━━ DATA SUPPLIED ━━
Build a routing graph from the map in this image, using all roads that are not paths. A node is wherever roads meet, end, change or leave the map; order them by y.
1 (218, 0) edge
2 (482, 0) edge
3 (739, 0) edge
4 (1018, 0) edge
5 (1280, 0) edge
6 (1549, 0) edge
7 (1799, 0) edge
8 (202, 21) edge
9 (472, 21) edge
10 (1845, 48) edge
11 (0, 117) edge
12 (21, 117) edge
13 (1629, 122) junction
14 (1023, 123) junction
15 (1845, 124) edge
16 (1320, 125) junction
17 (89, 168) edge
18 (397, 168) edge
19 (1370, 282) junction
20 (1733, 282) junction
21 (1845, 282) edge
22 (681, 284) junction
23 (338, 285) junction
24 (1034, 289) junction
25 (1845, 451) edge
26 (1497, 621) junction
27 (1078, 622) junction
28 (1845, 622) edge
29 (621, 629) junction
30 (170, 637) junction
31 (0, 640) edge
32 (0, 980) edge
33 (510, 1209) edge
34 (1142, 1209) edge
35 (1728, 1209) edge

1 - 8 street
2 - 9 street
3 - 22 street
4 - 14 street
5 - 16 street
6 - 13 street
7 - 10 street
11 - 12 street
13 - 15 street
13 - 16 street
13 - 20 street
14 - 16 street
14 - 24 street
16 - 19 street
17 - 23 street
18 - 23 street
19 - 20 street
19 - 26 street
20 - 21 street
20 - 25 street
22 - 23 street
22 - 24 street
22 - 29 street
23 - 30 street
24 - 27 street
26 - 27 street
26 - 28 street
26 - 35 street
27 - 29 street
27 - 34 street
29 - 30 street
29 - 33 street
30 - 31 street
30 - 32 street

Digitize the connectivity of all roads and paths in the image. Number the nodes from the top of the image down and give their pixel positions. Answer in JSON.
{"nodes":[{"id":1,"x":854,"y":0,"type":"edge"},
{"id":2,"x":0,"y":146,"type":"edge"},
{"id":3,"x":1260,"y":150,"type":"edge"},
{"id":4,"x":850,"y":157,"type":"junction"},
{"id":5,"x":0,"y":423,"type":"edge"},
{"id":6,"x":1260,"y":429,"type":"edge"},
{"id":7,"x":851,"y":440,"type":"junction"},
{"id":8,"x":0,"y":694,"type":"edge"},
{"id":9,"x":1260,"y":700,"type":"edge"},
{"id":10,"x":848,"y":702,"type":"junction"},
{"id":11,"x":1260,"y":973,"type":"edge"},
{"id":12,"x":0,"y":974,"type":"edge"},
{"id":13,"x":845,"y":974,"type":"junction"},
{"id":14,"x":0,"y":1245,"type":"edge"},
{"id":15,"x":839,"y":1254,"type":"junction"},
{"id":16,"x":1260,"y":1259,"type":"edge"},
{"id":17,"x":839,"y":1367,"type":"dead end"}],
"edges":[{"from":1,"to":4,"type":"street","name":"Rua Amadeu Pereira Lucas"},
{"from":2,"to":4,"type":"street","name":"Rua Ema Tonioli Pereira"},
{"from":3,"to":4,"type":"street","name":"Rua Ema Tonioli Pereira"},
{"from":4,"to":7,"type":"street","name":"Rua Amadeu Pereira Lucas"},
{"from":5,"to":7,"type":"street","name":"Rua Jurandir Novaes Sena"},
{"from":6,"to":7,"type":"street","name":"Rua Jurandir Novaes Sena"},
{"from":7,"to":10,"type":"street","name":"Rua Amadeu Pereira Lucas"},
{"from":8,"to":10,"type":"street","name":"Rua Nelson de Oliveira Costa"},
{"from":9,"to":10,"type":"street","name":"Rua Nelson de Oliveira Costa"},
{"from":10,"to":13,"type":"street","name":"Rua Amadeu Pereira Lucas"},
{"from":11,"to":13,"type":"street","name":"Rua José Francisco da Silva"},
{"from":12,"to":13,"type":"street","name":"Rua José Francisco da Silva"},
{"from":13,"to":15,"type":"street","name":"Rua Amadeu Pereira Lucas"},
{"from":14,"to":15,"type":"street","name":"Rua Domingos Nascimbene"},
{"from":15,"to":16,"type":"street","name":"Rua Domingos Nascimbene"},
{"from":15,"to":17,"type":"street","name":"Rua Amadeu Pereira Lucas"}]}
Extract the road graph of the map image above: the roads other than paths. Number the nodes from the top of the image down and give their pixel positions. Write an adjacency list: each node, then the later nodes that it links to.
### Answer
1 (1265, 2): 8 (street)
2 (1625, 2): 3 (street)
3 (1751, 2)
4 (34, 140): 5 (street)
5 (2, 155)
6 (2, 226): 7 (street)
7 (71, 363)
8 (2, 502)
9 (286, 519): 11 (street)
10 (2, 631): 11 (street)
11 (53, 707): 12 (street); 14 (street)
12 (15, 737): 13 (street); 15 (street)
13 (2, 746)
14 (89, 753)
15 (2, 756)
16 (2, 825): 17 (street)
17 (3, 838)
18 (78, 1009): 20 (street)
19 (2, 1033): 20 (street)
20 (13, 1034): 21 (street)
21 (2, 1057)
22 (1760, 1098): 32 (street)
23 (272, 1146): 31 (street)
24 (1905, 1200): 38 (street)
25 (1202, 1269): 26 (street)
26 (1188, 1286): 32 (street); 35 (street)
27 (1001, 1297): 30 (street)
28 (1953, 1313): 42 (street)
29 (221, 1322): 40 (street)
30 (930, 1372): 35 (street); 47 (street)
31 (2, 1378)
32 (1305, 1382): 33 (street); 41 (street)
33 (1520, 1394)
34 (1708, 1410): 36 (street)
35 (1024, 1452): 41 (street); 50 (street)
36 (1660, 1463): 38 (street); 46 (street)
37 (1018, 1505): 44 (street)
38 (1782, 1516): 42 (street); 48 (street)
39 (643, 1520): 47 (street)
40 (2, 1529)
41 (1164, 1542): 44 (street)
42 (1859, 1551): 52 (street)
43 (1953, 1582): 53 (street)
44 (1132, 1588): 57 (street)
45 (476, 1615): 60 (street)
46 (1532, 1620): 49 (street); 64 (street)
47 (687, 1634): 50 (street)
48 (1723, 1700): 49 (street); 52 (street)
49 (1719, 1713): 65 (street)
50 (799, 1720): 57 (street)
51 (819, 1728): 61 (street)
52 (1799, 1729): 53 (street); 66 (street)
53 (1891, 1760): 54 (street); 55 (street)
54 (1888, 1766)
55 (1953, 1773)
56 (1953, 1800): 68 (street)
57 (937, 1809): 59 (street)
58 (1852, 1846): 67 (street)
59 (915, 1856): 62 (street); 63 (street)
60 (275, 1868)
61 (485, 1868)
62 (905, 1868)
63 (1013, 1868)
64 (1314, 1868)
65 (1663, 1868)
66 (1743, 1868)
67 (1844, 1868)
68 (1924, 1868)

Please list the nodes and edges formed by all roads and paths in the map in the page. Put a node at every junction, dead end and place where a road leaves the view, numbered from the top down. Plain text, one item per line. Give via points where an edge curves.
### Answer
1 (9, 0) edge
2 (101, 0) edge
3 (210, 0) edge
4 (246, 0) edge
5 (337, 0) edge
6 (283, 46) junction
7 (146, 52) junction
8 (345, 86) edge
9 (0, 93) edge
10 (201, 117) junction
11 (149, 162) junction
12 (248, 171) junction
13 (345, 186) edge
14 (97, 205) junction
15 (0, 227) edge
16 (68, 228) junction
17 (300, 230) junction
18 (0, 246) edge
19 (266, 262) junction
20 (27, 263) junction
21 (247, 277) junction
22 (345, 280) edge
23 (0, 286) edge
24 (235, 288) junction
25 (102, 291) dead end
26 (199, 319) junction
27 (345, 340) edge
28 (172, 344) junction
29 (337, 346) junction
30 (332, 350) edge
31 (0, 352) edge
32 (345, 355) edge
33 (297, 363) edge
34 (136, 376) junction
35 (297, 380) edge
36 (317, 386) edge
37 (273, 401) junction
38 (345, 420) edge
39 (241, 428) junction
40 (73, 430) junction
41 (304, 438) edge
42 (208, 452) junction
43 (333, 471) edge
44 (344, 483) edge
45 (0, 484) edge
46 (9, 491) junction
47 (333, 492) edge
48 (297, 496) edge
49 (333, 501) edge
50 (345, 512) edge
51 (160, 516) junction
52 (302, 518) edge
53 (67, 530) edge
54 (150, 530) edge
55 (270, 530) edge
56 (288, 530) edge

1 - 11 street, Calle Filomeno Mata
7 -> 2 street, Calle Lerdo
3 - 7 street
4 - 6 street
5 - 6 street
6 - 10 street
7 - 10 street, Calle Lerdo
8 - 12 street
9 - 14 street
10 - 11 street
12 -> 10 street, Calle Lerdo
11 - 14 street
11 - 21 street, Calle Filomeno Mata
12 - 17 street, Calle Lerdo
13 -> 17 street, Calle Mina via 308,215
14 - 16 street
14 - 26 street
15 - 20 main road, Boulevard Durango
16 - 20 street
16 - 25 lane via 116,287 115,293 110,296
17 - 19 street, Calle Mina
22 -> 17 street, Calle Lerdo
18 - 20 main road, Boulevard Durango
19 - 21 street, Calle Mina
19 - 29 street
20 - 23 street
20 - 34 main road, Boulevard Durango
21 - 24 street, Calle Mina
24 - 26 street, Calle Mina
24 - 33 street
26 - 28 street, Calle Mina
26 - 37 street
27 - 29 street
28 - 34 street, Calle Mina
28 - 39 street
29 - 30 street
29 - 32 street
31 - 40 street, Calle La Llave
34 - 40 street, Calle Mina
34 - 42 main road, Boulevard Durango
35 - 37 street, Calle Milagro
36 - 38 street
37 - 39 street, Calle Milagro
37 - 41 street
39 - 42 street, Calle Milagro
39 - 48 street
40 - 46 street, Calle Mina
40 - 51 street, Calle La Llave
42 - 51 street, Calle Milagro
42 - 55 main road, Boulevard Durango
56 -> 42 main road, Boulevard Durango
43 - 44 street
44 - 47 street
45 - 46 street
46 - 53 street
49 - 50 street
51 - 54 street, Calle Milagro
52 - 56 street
━━━
Would you show all lines of the material above that contain the word "Jurandir"?

_SOLUTION FOR THIS TASK_
{"from":5,"to":7,"type":"street","name":"Rua Jurandir Novaes Sena"},
{"from":6,"to":7,"type":"street","name":"Rua Jurandir Novaes Sena"},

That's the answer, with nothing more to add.